Looks like Wal-Mart starts to strike back comprehensively since ecommerce giants are nibbling its big cake with a growing speed. No doubt, ecommerce is the future, but is there any conflict between traditional Wal-Mart (tWM) and e-Wal-Mart (eWM): will eWM cannibalize tWM? Who is the hero and who is the hero-support? Moreover, in the future, who are combo-Wal-Mart’s main competitors? Is it Target or eBay? Or both?

If eWM is the hero, to compete with ecommerce giants, eWM can provide lower cost and better customer services such as quick delivery and easy to return, so tWM will be a hero-support, in that case will tWM still need that huge market space to display products with decreasing in-store-sales? If tWM continues to be the hero, and eWM is the extension of its tradition domain, then the business hasn’t jump out of the old thought.

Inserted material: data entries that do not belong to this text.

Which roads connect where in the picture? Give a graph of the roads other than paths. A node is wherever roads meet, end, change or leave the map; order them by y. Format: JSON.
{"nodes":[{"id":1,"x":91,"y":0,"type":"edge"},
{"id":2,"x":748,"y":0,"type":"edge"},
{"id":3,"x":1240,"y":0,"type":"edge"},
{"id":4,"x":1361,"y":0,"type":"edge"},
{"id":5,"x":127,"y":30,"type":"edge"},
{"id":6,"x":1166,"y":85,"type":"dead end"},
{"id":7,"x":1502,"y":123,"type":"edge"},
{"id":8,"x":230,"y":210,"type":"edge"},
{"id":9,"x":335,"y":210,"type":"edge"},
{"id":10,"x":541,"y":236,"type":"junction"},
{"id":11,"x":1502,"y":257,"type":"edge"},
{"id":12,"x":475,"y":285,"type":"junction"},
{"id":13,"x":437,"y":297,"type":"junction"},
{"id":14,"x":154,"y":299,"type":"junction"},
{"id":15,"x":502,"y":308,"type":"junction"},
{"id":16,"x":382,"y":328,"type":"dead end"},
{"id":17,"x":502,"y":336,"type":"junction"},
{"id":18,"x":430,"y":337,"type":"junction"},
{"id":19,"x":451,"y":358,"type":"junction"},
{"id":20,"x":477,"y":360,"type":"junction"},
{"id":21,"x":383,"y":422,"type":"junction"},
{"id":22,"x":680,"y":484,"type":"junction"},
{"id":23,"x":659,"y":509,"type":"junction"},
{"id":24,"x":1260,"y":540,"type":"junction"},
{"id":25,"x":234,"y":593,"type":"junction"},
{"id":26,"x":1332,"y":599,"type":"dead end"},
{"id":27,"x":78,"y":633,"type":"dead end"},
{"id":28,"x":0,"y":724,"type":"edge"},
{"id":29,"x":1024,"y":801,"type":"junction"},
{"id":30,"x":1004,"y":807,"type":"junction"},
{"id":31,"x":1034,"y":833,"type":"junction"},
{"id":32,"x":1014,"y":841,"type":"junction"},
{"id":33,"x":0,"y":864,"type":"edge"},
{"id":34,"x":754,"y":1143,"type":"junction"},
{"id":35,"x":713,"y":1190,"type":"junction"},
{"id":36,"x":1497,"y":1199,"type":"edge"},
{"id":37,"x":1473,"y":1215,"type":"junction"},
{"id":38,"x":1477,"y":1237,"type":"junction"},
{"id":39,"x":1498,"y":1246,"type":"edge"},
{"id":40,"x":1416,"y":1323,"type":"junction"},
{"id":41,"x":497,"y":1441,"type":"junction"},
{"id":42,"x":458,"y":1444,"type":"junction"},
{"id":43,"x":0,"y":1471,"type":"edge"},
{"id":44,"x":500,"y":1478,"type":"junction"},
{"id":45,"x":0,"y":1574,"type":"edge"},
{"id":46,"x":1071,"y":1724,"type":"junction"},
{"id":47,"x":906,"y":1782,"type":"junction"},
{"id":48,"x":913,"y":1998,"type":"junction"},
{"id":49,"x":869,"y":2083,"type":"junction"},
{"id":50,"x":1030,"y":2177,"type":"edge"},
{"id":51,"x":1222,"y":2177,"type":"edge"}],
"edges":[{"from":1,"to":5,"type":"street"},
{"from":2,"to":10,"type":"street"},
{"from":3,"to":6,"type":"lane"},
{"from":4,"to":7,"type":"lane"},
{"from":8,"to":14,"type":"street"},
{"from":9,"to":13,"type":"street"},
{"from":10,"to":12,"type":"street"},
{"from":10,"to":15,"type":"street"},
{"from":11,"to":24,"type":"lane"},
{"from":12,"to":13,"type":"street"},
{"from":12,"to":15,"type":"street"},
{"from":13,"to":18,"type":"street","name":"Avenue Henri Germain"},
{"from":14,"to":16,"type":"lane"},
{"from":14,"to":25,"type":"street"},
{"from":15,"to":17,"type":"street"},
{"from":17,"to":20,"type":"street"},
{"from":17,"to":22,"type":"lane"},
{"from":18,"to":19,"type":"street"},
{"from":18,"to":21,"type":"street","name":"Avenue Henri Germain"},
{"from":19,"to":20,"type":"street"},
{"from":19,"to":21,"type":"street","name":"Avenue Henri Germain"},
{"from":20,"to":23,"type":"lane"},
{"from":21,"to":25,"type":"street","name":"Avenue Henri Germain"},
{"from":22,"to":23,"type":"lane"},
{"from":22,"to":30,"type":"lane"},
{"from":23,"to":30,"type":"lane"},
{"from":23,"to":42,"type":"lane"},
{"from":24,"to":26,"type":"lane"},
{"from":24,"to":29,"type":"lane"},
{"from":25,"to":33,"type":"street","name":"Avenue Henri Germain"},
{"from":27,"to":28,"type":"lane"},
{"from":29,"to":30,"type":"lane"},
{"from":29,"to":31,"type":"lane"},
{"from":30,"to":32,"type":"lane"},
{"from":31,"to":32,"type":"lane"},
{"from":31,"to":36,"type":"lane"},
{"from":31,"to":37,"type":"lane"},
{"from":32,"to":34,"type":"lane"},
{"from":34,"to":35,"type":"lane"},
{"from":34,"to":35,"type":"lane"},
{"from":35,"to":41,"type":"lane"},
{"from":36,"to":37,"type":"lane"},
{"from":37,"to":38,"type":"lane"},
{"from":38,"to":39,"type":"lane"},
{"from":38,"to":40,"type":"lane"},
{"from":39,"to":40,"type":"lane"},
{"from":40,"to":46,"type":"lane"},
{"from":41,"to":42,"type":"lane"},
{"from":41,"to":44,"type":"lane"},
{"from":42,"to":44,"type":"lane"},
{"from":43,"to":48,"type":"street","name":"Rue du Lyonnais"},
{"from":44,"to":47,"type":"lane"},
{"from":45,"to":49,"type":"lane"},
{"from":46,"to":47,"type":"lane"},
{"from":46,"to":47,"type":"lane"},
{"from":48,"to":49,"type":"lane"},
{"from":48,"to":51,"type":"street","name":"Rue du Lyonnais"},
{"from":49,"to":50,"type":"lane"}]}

The challenge for giant Wal-Mart, I reckon, is not from the outside, but from inside: how to control the two animals: tWM and eWM?

Personally, I would like to say that future belongs to the eWM. For durable products such as electronic products, Wal-Mart’s “everyday low price” doesn’t work well when it meets the challenges coming from ecommerce giants such as eBay or Amazon, even though they each have different focuses, but one advantage of ecommerce is low cost. From this point of view, Wal-Mart is no longer the king in the cost arena. Besides, ecommerce players provide more value-added services such as comparing different products, changing products’ color to preview, or reading reviews to make purchasing decision by simply clicking mouse at home. Online buyers take those services for granted, but store sale can’t afford. When online buying becomes a hobby (personally, after I order something online I have specific expectation in the following days: prolong the time for finishing the buying process ends up increase my satisfaction. Here “prolong the time” I mean “compared with traditional buying experience in which consumer will own the product right away”), it reframes people’s buying behaviors. Ecommerce will dominate the future by changing buying process from go-and-own-it to wait-and-own-it with the waiting time shorter and shorter, like the way Wal-Mart dominates the retail industry by changing the way people buying: pick up your products in big volume in a big warehouse at a low price with low frequency rather than buy product in a nearby grocery with higher price frequently. Wal-Mart will continue to be the game-rule-changer?